Search the records for "street". Copy every line where it appears.

= Saved data entries =
========================================================================

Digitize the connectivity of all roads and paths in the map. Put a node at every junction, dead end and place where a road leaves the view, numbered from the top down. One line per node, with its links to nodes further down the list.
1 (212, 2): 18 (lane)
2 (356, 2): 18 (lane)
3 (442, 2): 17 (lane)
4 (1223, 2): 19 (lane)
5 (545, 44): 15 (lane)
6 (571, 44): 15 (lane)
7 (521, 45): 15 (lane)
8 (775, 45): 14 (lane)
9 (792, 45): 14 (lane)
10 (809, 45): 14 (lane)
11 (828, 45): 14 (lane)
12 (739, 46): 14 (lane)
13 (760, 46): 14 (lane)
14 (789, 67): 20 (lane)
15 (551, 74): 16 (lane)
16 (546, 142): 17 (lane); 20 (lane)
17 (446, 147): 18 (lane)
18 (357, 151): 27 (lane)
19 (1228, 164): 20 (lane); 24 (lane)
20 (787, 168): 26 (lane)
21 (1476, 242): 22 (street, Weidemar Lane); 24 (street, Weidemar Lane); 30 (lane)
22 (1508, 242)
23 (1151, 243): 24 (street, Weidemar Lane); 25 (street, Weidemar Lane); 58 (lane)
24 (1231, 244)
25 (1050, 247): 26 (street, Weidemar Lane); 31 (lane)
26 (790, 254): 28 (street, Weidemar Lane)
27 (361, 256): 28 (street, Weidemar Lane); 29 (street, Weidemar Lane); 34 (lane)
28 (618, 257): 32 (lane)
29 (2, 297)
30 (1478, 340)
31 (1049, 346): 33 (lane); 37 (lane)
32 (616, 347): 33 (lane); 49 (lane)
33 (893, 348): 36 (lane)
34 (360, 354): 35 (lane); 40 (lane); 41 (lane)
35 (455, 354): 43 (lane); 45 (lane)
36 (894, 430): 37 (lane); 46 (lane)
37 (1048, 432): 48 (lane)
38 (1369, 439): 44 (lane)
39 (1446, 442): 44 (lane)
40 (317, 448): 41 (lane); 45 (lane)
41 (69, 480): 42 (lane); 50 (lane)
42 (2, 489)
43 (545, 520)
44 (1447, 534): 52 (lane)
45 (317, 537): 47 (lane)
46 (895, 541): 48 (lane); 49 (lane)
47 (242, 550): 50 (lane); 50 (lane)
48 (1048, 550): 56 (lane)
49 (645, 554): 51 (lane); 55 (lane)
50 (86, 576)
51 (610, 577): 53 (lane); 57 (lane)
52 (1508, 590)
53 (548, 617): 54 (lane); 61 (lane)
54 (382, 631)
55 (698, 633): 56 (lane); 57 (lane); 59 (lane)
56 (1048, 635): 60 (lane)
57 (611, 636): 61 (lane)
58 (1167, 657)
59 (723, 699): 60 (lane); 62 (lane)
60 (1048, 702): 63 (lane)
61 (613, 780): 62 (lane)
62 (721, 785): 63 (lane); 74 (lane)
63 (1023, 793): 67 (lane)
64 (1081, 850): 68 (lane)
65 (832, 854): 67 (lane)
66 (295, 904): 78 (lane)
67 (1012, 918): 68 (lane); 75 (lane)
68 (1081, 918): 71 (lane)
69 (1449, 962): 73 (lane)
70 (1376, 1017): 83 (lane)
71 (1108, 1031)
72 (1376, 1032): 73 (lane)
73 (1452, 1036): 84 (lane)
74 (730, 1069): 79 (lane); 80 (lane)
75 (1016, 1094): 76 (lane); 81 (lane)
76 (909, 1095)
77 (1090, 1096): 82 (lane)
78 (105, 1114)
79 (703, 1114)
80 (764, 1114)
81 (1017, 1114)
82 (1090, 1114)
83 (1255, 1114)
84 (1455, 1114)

========================================================================

= Task solution =
21 (1476, 242): 22 (street, Weidemar Lane); 24 (street, Weidemar Lane); 30 (lane)
23 (1151, 243): 24 (street, Weidemar Lane); 25 (street, Weidemar Lane); 58 (lane)
25 (1050, 247): 26 (street, Weidemar Lane); 31 (lane)
26 (790, 254): 28 (street, Weidemar Lane)
27 (361, 256): 28 (street, Weidemar Lane); 29 (street, Weidemar Lane); 34 (lane)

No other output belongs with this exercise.